The producers also brought back the sole survivor of the earlier rampage, Sally Hardesty (played by Olwen Fouere, the original Sally, Marilyn Burns passed away in 2014). Sally is still on the hunt for Leatherface to avenge her dead friends. Leatherface in the original film was a dogged madman. The idea here was to show an older version of him, and pay homage that is long overdue. But the original film complimented the relentlessness of Leatherface with its sweaty suspense. Conversely, the latest reboot puts the audience off stride with a meandering story in an 83-minute narrative.

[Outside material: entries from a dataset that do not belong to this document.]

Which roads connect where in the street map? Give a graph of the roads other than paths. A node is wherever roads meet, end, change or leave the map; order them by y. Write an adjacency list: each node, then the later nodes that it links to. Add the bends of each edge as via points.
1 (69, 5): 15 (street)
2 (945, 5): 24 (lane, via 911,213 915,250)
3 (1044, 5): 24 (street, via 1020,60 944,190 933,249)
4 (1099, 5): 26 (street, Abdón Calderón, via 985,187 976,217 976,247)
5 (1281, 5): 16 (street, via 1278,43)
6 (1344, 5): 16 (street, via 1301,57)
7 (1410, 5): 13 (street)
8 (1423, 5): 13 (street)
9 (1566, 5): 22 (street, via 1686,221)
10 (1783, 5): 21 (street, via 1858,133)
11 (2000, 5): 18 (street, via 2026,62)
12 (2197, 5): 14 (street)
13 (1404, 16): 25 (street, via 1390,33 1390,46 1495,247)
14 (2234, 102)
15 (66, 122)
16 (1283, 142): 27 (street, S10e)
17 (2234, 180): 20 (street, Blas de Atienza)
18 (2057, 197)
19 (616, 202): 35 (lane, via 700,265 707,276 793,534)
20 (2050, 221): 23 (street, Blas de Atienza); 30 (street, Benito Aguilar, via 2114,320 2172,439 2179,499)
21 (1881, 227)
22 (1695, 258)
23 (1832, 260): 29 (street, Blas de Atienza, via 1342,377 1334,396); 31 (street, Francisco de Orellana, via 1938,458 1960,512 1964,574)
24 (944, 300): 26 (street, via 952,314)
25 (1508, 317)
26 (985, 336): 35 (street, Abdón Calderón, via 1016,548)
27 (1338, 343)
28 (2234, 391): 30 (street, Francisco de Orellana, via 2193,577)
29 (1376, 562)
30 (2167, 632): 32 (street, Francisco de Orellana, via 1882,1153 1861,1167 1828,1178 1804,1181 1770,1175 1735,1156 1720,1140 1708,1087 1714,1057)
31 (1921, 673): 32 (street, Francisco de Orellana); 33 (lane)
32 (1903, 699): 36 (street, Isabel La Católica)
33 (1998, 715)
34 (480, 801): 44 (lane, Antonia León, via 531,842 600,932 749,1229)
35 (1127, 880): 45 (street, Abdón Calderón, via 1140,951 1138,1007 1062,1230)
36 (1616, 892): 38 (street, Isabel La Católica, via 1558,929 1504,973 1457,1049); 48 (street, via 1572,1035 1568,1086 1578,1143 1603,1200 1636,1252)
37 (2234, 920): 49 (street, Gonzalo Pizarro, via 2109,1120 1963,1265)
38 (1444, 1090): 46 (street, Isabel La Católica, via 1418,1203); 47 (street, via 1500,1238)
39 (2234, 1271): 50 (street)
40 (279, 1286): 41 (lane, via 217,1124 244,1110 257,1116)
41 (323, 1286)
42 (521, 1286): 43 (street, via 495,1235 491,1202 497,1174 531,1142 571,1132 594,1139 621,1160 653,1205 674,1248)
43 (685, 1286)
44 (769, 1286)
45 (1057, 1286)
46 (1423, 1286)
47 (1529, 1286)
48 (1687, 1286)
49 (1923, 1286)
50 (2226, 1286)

Time and again, filmmakers have tried to replicate the beguilingly simple formula of “common men plunged into a ghastly nightmare” of the 1974 classic. But this again proves it’s not easy to replicate. Surely, not by resorting to CGI wounds and blood spurts which although look raw and visceral, fail to leave a mark (forgive the terrible pun here). In the beginning, I mentioned that Texas Chainsaw Massacre is another addition to the long list of Leatherface reboots, spin-offs, sequels that aren’t up to snuff. I should also mention it’s another film in the list, that increases the elusive charm of the original and stands as a testament to the brilliant Tobe Hoopers’ mastery of the craft.
Texas Chainsaw Massacre is now streaming on Netflix.